Trilk is a co-author of “Proposed Nutrition Competencies for Medical Students and Physician Trainees: A Consensus Statement,” published in JAMA Network Open. The authors’ goal was to recommend nutrition competencies in medical education to improve patient and population health. She is the co-founder of the Lifestyle Medicine Education Collaborative, which has published free medical education curriculum materials on lifestyle medicine.

Jennifer L. Trilk, PhD, FACSM, DipACLM: I always say to the medical students, it's not an either-or. It's not either you put a patient on medication or you utilize lifestyle — they go very much hand in hand. So we don't want to demonize one or the other. You really want to use them as partners, as adjunct. If a patient comes in and has uncontrolled hypertension, you need to utilize the pharmaceuticals and the medications to bring that high blood pressure down so that the high blood pressure doesn't cause a stroke or myocardial infarction, which is called a heart attack, and yes, absolutely utilize those medications to help the patient.
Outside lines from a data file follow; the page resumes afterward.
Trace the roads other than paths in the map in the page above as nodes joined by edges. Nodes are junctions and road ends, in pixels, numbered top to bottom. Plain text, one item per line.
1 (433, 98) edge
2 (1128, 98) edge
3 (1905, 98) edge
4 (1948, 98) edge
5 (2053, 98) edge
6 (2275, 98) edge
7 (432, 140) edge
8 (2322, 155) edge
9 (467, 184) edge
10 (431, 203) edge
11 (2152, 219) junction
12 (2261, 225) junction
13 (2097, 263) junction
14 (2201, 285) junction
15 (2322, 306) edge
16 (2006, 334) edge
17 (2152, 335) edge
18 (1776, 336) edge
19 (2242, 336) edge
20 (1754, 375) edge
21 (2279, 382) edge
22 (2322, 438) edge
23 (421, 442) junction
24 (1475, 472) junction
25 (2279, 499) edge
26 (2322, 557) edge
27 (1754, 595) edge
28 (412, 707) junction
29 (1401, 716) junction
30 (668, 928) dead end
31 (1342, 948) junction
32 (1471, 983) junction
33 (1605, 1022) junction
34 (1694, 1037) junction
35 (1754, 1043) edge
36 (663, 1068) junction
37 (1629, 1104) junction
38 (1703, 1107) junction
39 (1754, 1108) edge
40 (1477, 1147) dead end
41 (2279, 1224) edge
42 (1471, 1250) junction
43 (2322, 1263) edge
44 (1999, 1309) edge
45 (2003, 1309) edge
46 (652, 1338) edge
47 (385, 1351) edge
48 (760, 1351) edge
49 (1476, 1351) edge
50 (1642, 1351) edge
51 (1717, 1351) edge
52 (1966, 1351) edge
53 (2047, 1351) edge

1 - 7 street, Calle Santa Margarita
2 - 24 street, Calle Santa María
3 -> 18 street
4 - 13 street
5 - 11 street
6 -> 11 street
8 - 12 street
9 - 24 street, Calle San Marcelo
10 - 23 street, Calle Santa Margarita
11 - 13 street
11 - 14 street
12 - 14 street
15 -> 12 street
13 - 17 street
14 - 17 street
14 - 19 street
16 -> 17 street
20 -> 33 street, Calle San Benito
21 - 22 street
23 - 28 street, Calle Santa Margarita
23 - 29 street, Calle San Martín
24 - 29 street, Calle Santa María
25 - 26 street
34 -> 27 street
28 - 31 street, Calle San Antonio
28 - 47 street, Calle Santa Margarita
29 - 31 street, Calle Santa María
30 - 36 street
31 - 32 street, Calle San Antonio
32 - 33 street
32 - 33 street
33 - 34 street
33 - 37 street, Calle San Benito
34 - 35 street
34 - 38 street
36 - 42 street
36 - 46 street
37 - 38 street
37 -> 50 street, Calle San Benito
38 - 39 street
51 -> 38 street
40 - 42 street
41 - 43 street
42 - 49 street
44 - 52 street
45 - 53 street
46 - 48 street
And then over time, because we know that lifestyle behaviors take time, over time, use the lifestyle modifications with the patient talking with them, so that they can eventually reduce the dosage of the medication, or maybe even reduce medication altogether. So we want to make sure that we utilize those hand-in-hand. But if a patient is newly diagnosed with Type 2 diabetes, and, you know, has a has an A1c that's maybe in that 6.5 to 7.5 range to where they just have started that, we highly recommend, hey, let's talk with your patient about the changes that they may be able to make to not need to get on medication in the first place and put Type 2 diabetes in remission. Because there's evidence around that Type 2 diabetes absolutely can go into remission without medications if proper lifestyle is managed. There's definitely a place for both. The one thing I say with this, with our students and our future doctors, is, if you're going to utilize a medication, be a very responsible physician, and don't just send out a medication or prescribe a medication with your with your patient, without talking to them about their lifestyle and how they got that disease in the first place. That is being a responsible doctor. So utilizing both and making sure you're being responsible in your management of your patient.